## To do
Output all of the entries exactly as written.

Stored data:
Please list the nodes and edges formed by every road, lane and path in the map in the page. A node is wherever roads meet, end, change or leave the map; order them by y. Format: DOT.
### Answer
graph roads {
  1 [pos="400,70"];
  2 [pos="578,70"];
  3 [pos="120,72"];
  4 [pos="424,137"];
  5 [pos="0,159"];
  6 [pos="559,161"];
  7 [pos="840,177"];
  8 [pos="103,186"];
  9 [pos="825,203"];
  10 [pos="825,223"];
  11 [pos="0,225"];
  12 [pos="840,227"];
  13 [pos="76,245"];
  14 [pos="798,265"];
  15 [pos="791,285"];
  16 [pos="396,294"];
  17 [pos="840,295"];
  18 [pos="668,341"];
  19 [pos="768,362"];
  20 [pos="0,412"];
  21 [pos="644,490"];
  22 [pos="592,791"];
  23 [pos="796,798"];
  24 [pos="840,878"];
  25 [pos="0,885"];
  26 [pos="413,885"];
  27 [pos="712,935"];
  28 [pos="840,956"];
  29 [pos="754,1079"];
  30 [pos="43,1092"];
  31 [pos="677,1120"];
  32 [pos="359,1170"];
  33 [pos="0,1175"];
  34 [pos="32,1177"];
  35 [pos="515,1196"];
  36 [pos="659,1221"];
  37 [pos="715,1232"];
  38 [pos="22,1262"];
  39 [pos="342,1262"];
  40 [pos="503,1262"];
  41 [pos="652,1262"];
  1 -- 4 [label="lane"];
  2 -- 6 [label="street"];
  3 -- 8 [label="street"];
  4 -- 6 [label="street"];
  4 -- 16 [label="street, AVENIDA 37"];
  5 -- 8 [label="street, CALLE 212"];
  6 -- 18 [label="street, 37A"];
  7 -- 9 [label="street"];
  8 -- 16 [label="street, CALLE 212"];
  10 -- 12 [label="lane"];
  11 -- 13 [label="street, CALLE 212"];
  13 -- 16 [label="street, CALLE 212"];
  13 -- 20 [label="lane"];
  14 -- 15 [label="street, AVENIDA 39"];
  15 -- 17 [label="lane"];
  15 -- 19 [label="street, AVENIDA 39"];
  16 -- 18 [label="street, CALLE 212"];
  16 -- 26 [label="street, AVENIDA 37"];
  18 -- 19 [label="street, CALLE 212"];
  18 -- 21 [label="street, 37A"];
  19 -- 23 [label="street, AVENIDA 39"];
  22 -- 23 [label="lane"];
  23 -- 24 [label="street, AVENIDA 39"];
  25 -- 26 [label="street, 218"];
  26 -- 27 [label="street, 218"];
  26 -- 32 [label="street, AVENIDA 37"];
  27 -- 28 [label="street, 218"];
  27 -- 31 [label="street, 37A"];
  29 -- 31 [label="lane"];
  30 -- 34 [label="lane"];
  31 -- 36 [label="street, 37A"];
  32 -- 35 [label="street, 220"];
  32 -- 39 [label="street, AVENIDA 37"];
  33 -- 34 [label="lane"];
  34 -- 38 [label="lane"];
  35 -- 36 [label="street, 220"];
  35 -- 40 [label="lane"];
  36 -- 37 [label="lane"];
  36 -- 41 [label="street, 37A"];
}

## Solution to the problem
Please list the nodes and edges formed by every road, lane and path in the map in the page. A node is wherever roads meet, end, change or leave the map; order them by y. Format: DOT.
### Answer
graph roads {
  1 [pos="400,70"];
  2 [pos="578,70"];
  3 [pos="120,72"];
  4 [pos="424,137"];
  5 [pos="0,159"];
  6 [pos="559,161"];
  7 [pos="840,177"];
  8 [pos="103,186"];
  9 [pos="825,203"];
  10 [pos="825,223"];
  11 [pos="0,225"];
  12 [pos="840,227"];
  13 [pos="76,245"];
  14 [pos="798,265"];
  15 [pos="791,285"];
  16 [pos="396,294"];
  17 [pos="840,295"];
  18 [pos="668,341"];
  19 [pos="768,362"];
  20 [pos="0,412"];
  21 [pos="644,490"];
  22 [pos="592,791"];
  23 [pos="796,798"];
  24 [pos="840,878"];
  25 [pos="0,885"];
  26 [pos="413,885"];
  27 [pos="712,935"];
  28 [pos="840,956"];
  29 [pos="754,1079"];
  30 [pos="43,1092"];
  31 [pos="677,1120"];
  32 [pos="359,1170"];
  33 [pos="0,1175"];
  34 [pos="32,1177"];
  35 [pos="515,1196"];
  36 [pos="659,1221"];
  37 [pos="715,1232"];
  38 [pos="22,1262"];
  39 [pos="342,1262"];
  40 [pos="503,1262"];
  41 [pos="652,1262"];
  1 -- 4 [label="lane"];
  2 -- 6 [label="street"];
  3 -- 8 [label="street"];
  4 -- 6 [label="street"];
  4 -- 16 [label="street, AVENIDA 37"];
  5 -- 8 [label="street, CALLE 212"];
  6 -- 18 [label="street, 37A"];
  7 -- 9 [label="street"];
  8 -- 16 [label="street, CALLE 212"];
  10 -- 12 [label="lane"];
  11 -- 13 [label="street, CALLE 212"];
  13 -- 16 [label="street, CALLE 212"];
  13 -- 20 [label="lane"];
  14 -- 15 [label="street, AVENIDA 39"];
  15 -- 17 [label="lane"];
  15 -- 19 [label="street, AVENIDA 39"];
  16 -- 18 [label="street, CALLE 212"];
  16 -- 26 [label="street, AVENIDA 37"];
  18 -- 19 [label="street, CALLE 212"];
  18 -- 21 [label="street, 37A"];
  19 -- 23 [label="street, AVENIDA 39"];
  22 -- 23 [label="lane"];
  23 -- 24 [label="street, AVENIDA 39"];
  25 -- 26 [label="street, 218"];
  26 -- 27 [label="street, 218"];
  26 -- 32 [label="street, AVENIDA 37"];
  27 -- 28 [label="street, 218"];
  27 -- 31 [label="street, 37A"];
  29 -- 31 [label="lane"];
  30 -- 34 [label="lane"];
  31 -- 36 [label="street, 37A"];
  32 -- 35 [label="street, 220"];
  32 -- 39 [label="street, AVENIDA 37"];
  33 -- 34 [label="lane"];
  34 -- 38 [label="lane"];
  35 -- 36 [label="street, 220"];
  35 -- 40 [label="lane"];
  36 -- 37 [label="lane"];
  36 -- 41 [label="street, 37A"];
}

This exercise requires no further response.